■ **Extracted material**
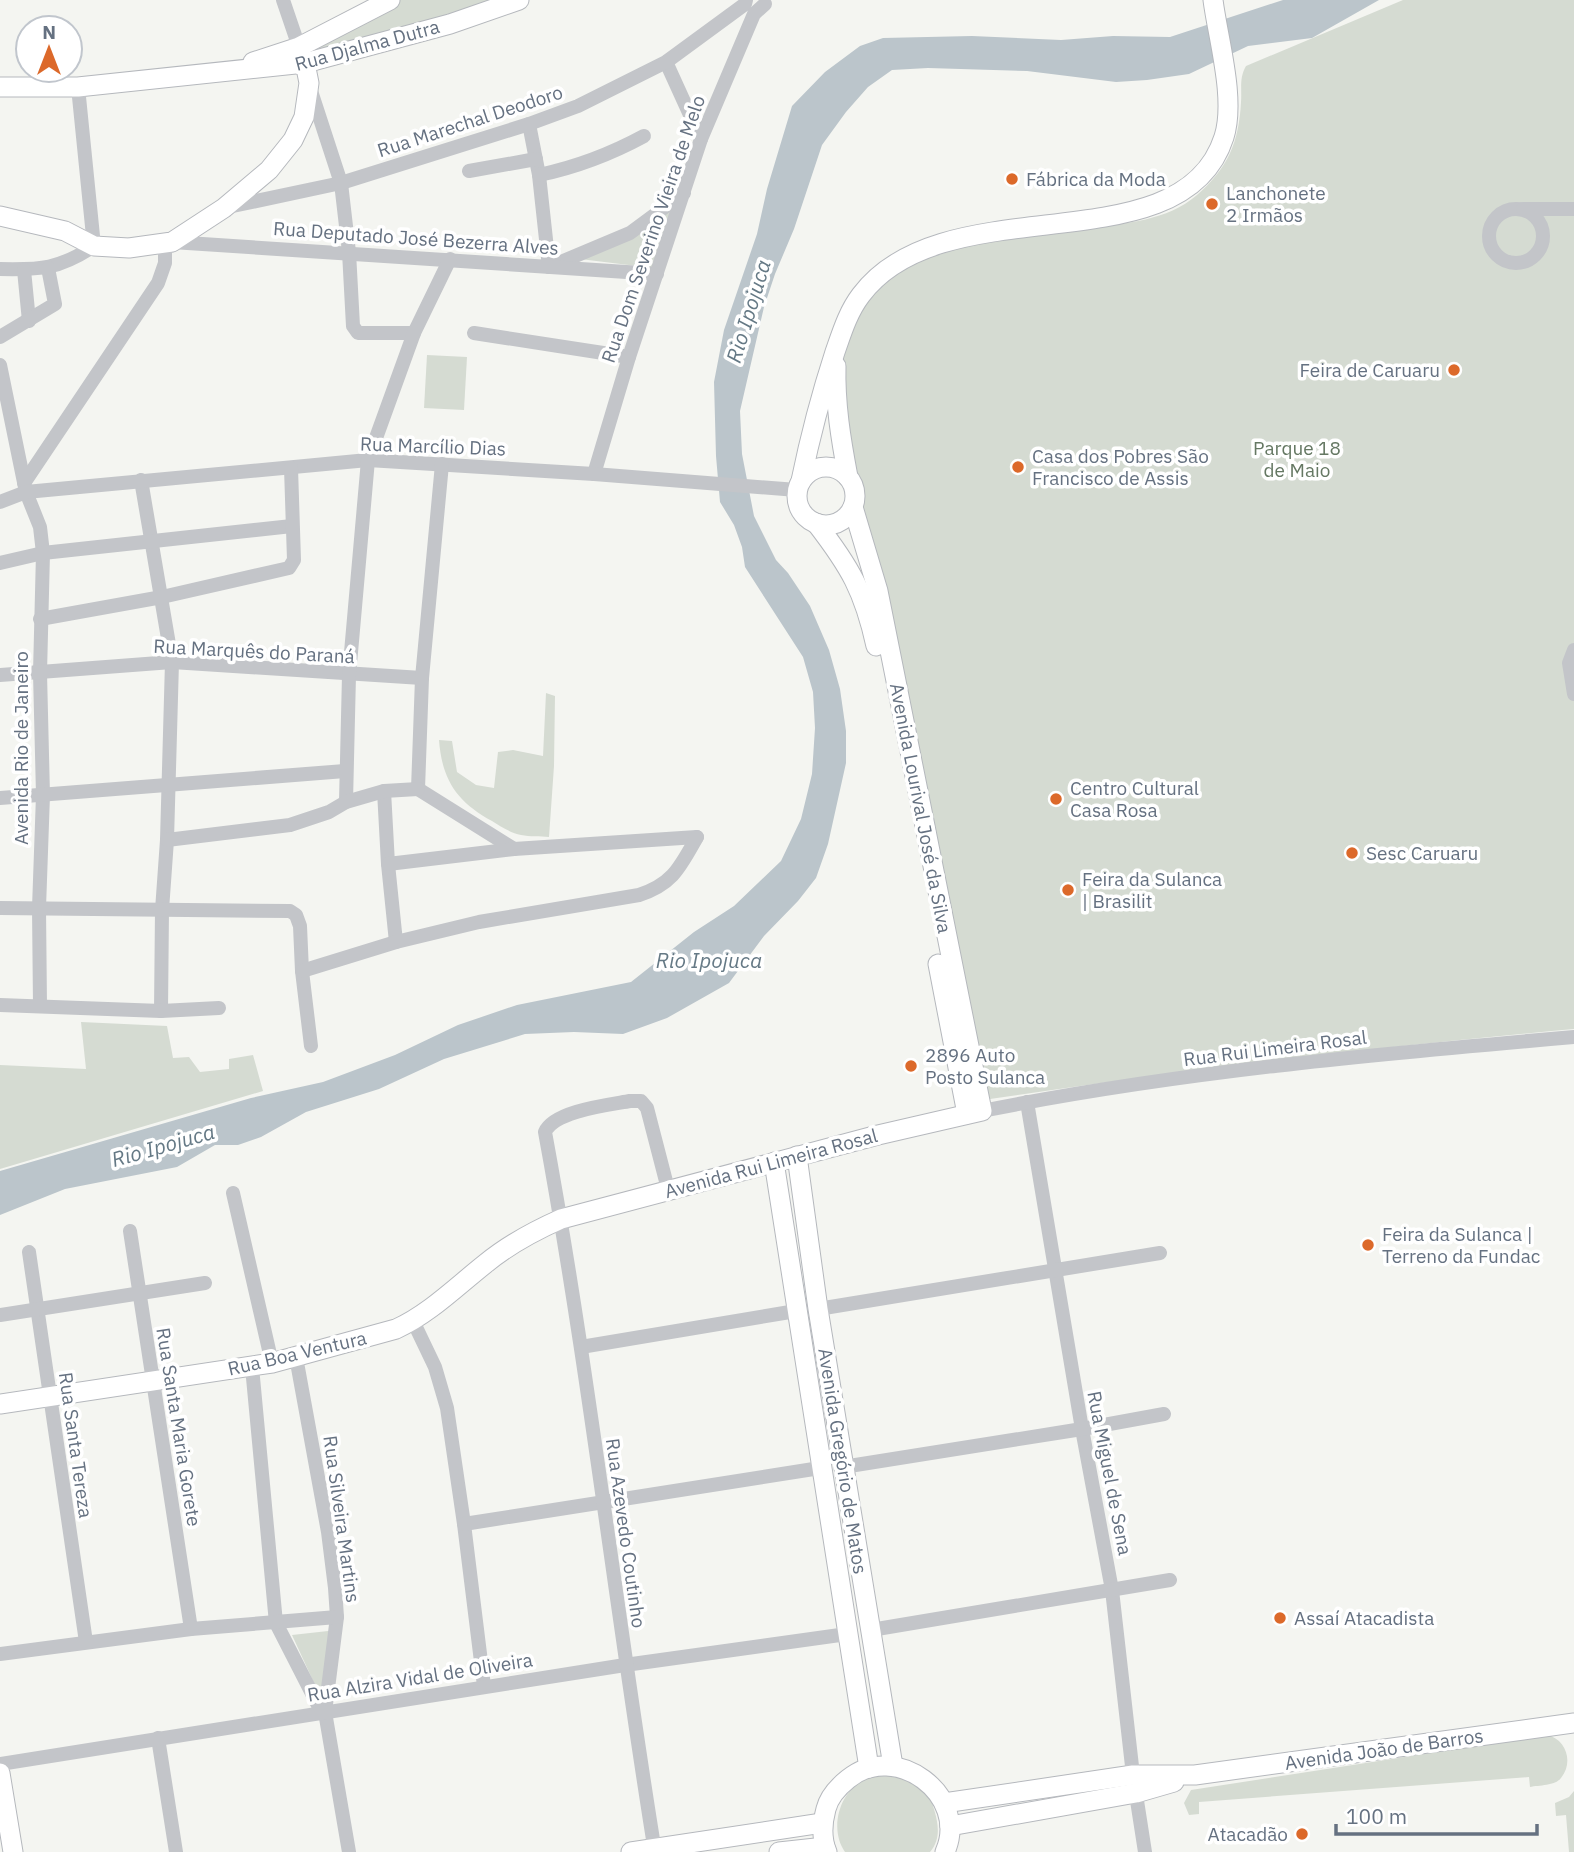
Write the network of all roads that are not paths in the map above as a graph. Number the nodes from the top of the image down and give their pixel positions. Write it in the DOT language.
graph roads {
  1 [pos="283,0"];
  2 [pos="390,0"];
  3 [pos="519,0"];
  4 [pos="745,2"];
  5 [pos="1213,2"];
  6 [pos="765,4"];
  7 [pos="371,9"];
  8 [pos="386,41"];
  9 [pos="302,55"];
  10 [pos="666,62"];
  11 [pos="309,83"];
  12 [pos="78,86"];
  13 [pos="0,87"];
  14 [pos="529,124"];
  15 [pos="644,136"];
  16 [pos="701,139"];
  17 [pos="536,159"];
  18 [pos="469,171"];
  19 [pos="539,175"];
  20 [pos="341,183"];
  21 [pos="684,193"];
  22 [pos="224,208"];
  23 [pos="1520,209"];
  24 [pos="1574,209"];
  25 [pos="0,216"];
  26 [pos="169,242"];
  27 [pos="94,246"];
  28 [pos="349,252"];
  29 [pos="450,259"];
  30 [pos="549,267"];
  31 [pos="48,268"];
  32 [pos="0,269"];
  33 [pos="24,270"];
  34 [pos="657,274"];
  35 [pos="29,321"];
  36 [pos="414,333"];
  37 [pos="474,333"];
  38 [pos="0,337"];
  39 [pos="837,348"];
  40 [pos="629,357"];
  41 [pos="0,365"];
  42 [pos="368,460"];
  43 [pos="442,464"];
  44 [pos="291,468"];
  45 [pos="594,474"];
  46 [pos="848,477"];
  47 [pos="141,480"];
  48 [pos="799,486"];
  49 [pos="25,488"];
  50 [pos="0,502"];
  51 [pos="853,507"];
  52 [pos="816,523"];
  53 [pos="292,526"];
  54 [pos="152,542"];
  55 [pos="43,553"];
  56 [pos="0,563"];
  57 [pos="162,597"];
  58 [pos="40,619"];
  59 [pos="1574,650"];
  60 [pos="172,662"];
  61 [pos="40,673"];
  62 [pos="0,675"];
  63 [pos="349,675"];
  64 [pos="422,678"];
  65 [pos="1574,694"];
  66 [pos="345,771"];
  67 [pos="169,786"];
  68 [pos="418,789"];
  69 [pos="384,791"];
  70 [pos="43,795"];
  71 [pos="0,797"];
  72 [pos="346,802"];
  73 [pos="167,840"];
  74 [pos="514,849"];
  75 [pos="388,864"];
  76 [pos="0,908"];
  77 [pos="39,908"];
  78 [pos="162,910"];
  79 [pos="396,942"];
  80 [pos="302,971"];
  81 [pos="0,1005"];
  82 [pos="40,1006"];
  83 [pos="219,1008"];
  84 [pos="161,1011"];
  85 [pos="1574,1038"];
  86 [pos="311,1046"];
  87 [pos="1027,1102"];
  88 [pos="975,1112"];
  89 [pos="797,1156"];
  90 [pos="774,1162"];
  91 [pos="667,1189"];
  92 [pos="233,1193"];
  93 [pos="561,1219"];
  94 [pos="130,1231"];
  95 [pos="29,1252"];
  96 [pos="1160,1253"];
  97 [pos="1054,1270"];
  98 [pos="205,1283"];
  99 [pos="139,1293"];
  100 [pos="37,1308"];
  101 [pos="818,1309"];
  102 [pos="796,1311"];
  103 [pos="0,1315"];
  104 [pos="413,1321"];
  105 [pos="581,1348"];
  106 [pos="296,1357"];
  107 [pos="272,1363"];
  108 [pos="252,1367"];
  109 [pos="152,1381"];
  110 [pos="50,1396"];
  111 [pos="0,1404"];
  112 [pos="1164,1413"];
  113 [pos="1082,1429"];
  114 [pos="843,1467"];
  115 [pos="821,1468"];
  116 [pos="603,1504"];
  117 [pos="464,1524"];
  118 [pos="1170,1580"];
  119 [pos="1112,1590"];
  120 [pos="337,1617"];
  121 [pos="276,1623"];
  122 [pos="191,1629"];
  123 [pos="871,1630"];
  124 [pos="847,1634"];
  125 [pos="86,1642"];
  126 [pos="0,1654"];
  127 [pos="625,1665"];
  128 [pos="484,1686"];
  129 [pos="323,1713"];
  130 [pos="1574,1723"];
  131 [pos="158,1738"];
  132 [pos="0,1764"];
  133 [pos="893,1766"];
  134 [pos="869,1768"];
  135 [pos="0,1773"];
  136 [pos="1135,1784"];
  137 [pos="944,1803"];
  138 [pos="822,1823"];
  139 [pos="950,1826"];
  140 [pos="826,1849"];
  141 [pos="655,1850"];
  142 [pos="13,1852"];
  143 [pos="176,1852"];
  144 [pos="349,1852"];
  145 [pos="631,1852"];
  146 [pos="779,1852"];
  147 [pos="945,1852"];
  148 [pos="1145,1852"];
  1 -- 9 [label="street"];
  2 -- 7 [label="street"];
  3 -- 8 [label="street, Rua Djalma Dutra"];
  4 -- 10 [label="street, Rua Marechal Deodoro"];
  5 -- 39 [label="street"];
  6 -- 16 [label="street, Rua Dom Severino Vieira de Melo"];
  7 -- 8 [label="street"];
  7 -- 9 [label="street"];
  8 -- 9 [label="street, Rua Djalma Dutra"];
  9 -- 11 [label="street"];
  9 -- 12 [label="street"];
  10 -- 14 [label="street, Rua Marechal Deodoro"];
  10 -- 16 [label="street"];
  11 -- 20 [label="street"];
  11 -- 22 [label="street"];
  12 -- 13 [label="street"];
  12 -- 27 [label="street"];
  14 -- 17 [label="street"];
  14 -- 20 [label="street, Rua Marechal Deodoro"];
  15 -- 19 [label="street"];
  16 -- 21 [label="street, Rua Dom Severino Vieira de Melo"];
  17 -- 18 [label="street"];
  17 -- 19 [label="street"];
  19 -- 30 [label="street"];
  20 -- 22 [label="street, Rua Marechal Deodoro"];
  20 -- 28 [label="street"];
  21 -- 30 [label="street"];
  21 -- 34 [label="street, Rua Dom Severino Vieira de Melo"];
  22 -- 26 [label="street"];
  23 -- 24 [label="street"];
  25 -- 27 [label="street"];
  26 -- 27 [label="street"];
  26 -- 28 [label="street, Rua Deputado José Bezerra Alves"];
  26 -- 49 [label="street"];
  27 -- 31 [label="street"];
  28 -- 29 [label="street, Rua Deputado José Bezerra Alves"];
  28 -- 36 [label="street"];
  29 -- 30 [label="street, Rua Deputado José Bezerra Alves"];
  29 -- 36 [label="street"];
  30 -- 34 [label="street, Rua Deputado José Bezerra Alves"];
  31 -- 33 [label="street"];
  31 -- 35 [label="street"];
  32 -- 33 [label="street"];
  33 -- 35 [label="street"];
  34 -- 40 [label="street, Rua Dom Severino Vieira de Melo"];
  35 -- 38 [label="street"];
  36 -- 42 [label="street"];
  37 -- 40 [label="street"];
  39 -- 46 [label="street, Avenida Lourival José da Silva"];
  39 -- 48 [label="street"];
  40 -- 45 [label="street, Rua Dom Severino Vieira de Melo"];
  41 -- 49 [label="street, Avenida Rio de Janeiro"];
  42 -- 43 [label="street, Rua Marcílio Dias"];
  42 -- 44 [label="street, Rua Marcílio Dias"];
  42 -- 63 [label="street"];
  43 -- 45 [label="street, Rua Marcílio Dias"];
  43 -- 64 [label="street"];
  44 -- 47 [label="street, Rua Marcílio Dias"];
  44 -- 53 [label="street"];
  45 -- 48 [label="street, Rua Marcílio Dias"];
  46 -- 48 [label="street"];
  46 -- 51 [label="street, Avenida Lourival José da Silva"];
  47 -- 49 [label="street, Rua Marcílio Dias"];
  47 -- 54 [label="street"];
  48 -- 52 [label="street, Avenida Lourival José da Silva"];
  49 -- 50 [label="street, Rua Marcílio Dias"];
  49 -- 55 [label="street, Avenida Rio de Janeiro"];
  51 -- 52 [label="street"];
  51 -- 88 [label="street, Avenida Lourival José da Silva"];
  52 -- 88 [label="street, Avenida Lourival José da Silva"];
  53 -- 54 [label="street"];
  53 -- 57 [label="street"];
  54 -- 55 [label="street"];
  54 -- 57 [label="street"];
  55 -- 56 [label="street"];
  55 -- 58 [label="street, Avenida Rio de Janeiro"];
  57 -- 58 [label="street"];
  57 -- 60 [label="street"];
  58 -- 61 [label="street, Avenida Rio de Janeiro"];
  59 -- 65 [label="street"];
  60 -- 61 [label="street, Rua Marquês do Paraná"];
  60 -- 63 [label="street, Rua Marquês do Paraná"];
  60 -- 67 [label="street"];
  61 -- 62 [label="street, Rua Marquês do Paraná"];
  61 -- 70 [label="street, Avenida Rio de Janeiro"];
  63 -- 64 [label="street, Rua Marquês do Paraná"];
  63 -- 66 [label="street"];
  64 -- 68 [label="street"];
  66 -- 67 [label="street"];
  66 -- 72 [label="street"];
  67 -- 70 [label="street"];
  67 -- 73 [label="street"];
  68 -- 69 [label="street"];
  68 -- 74 [label="street"];
  69 -- 72 [label="street"];
  69 -- 75 [label="street"];
  70 -- 71 [label="street"];
  70 -- 77 [label="street, Avenida Rio de Janeiro"];
  72 -- 73 [label="street"];
  73 -- 78 [label="street"];
  74 -- 75 [label="street"];
  74 -- 79 [label="street"];
  75 -- 79 [label="street"];
  76 -- 77 [label="street"];
  77 -- 78 [label="street"];
  77 -- 82 [label="street, Avenida Rio de Janeiro"];
  78 -- 80 [label="street"];
  78 -- 84 [label="street"];
  79 -- 80 [label="street"];
  80 -- 86 [label="street"];
  81 -- 82 [label="street"];
  82 -- 84 [label="street"];
  83 -- 84 [label="street"];
  85 -- 87 [label="street, Rua Rui Limeira Rosal"];
  87 -- 88 [label="street, Rua Rui Limeira Rosal"];
  87 -- 97 [label="street, Rua Miguel de Sena"];
  88 -- 89 [label="street, Avenida Rui Limeira Rosal"];
  89 -- 90 [label="street, Avenida Rui Limeira Rosal"];
  89 -- 101 [label="street, Avenida Gregório de Matos"];
  90 -- 91 [label="street, Avenida Rui Limeira Rosal"];
  90 -- 102 [label="street, Avenida Gregório de Matos"];
  91 -- 93 [label="street, Avenida Rui Limeira Rosal"];
  91 -- 93 [label="street, Rua Azevedo Coutinho"];
  92 -- 107 [label="street"];
  93 -- 104 [label="street, Rua Boa Ventura"];
  93 -- 105 [label="street, Rua Azevedo Coutinho"];
  94 -- 99 [label="street, Rua Santa Maria Gorete"];
  95 -- 100 [label="street, Rua Santa Tereza"];
  96 -- 97 [label="street"];
  97 -- 101 [label="street"];
  97 -- 113 [label="street, Rua Miguel de Sena"];
  98 -- 99 [label="street"];
  99 -- 100 [label="street"];
  99 -- 109 [label="street, Rua Santa Maria Gorete"];
  100 -- 103 [label="street"];
  100 -- 110 [label="street, Rua Santa Tereza"];
  101 -- 114 [label="street, Avenida Gregório de Matos"];
  102 -- 105 [label="street"];
  102 -- 115 [label="street, Avenida Gregório de Matos"];
  104 -- 106 [label="street, Rua Boa Ventura"];
  104 -- 117 [label="street"];
  105 -- 116 [label="street, Rua Azevedo Coutinho"];
  106 -- 107 [label="street, Rua Boa Ventura"];
  106 -- 120 [label="street, Rua Silveira Martins"];
  107 -- 108 [label="street, Rua Boa Ventura"];
  108 -- 109 [label="street, Rua Boa Ventura"];
  108 -- 121 [label="street"];
  109 -- 110 [label="street, Rua Boa Ventura"];
  109 -- 122 [label="street, Rua Santa Maria Gorete"];
  110 -- 111 [label="street, Rua Boa Ventura"];
  110 -- 125 [label="street, Rua Santa Tereza"];
  112 -- 113 [label="street"];
  113 -- 114 [label="street"];
  113 -- 119 [label="street, Rua Miguel de Sena"];
  114 -- 123 [label="street, Avenida Gregório de Matos"];
  115 -- 116 [label="street"];
  115 -- 124 [label="street, Avenida Gregório de Matos"];
  116 -- 117 [label="street"];
  116 -- 127 [label="street, Rua Azevedo Coutinho"];
  117 -- 128 [label="street"];
  118 -- 119 [label="street"];
  119 -- 123 [label="street"];
  119 -- 136 [label="street, Rua Miguel de Sena"];
  120 -- 121 [label="street"];
  120 -- 129 [label="street, Rua Silveira Martins"];
  121 -- 122 [label="street"];
  121 -- 129 [label="street"];
  122 -- 125 [label="street"];
  123 -- 133 [label="street, Avenida Gregório de Matos"];
  124 -- 127 [label="street, Rua Alzira Vidal de Oliveira"];
  124 -- 134 [label="street, Avenida Gregório de Matos"];
  125 -- 126 [label="street"];
  127 -- 128 [label="street, Rua Alzira Vidal de Oliveira"];
  127 -- 141 [label="street, Rua Azevedo Coutinho"];
  128 -- 129 [label="street, Rua Alzira Vidal de Oliveira"];
  129 -- 131 [label="street, Rua Alzira Vidal de Oliveira"];
  129 -- 144 [label="street, Rua Silveira Martins"];
  130 -- 136 [label="street, Avenida João de Barros"];
  131 -- 132 [label="street, Rua Alzira Vidal de Oliveira"];
  131 -- 143 [label="street"];
  133 -- 134 [label="street"];
  133 -- 137 [label="street"];
  134 -- 138 [label="street"];
  135 -- 142 [label="street"];
  136 -- 137 [label="street, Avenida João de Barros"];
  136 -- 139 [label="street, Avenida João de Barros"];
  136 -- 148 [label="street, Rua Miguel de Sena"];
  137 -- 139 [label="street"];
  138 -- 140 [label="street"];
  138 -- 141 [label="street"];
  139 -- 147 [label="street"];
  140 -- 146 [label="street"];
  141 -- 145 [label="street"];
}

■ **Instructions to follow**
Go through the records and work out how many lines contain the string "Oliveira". The answer should be that number alone.

■ **Solution**
5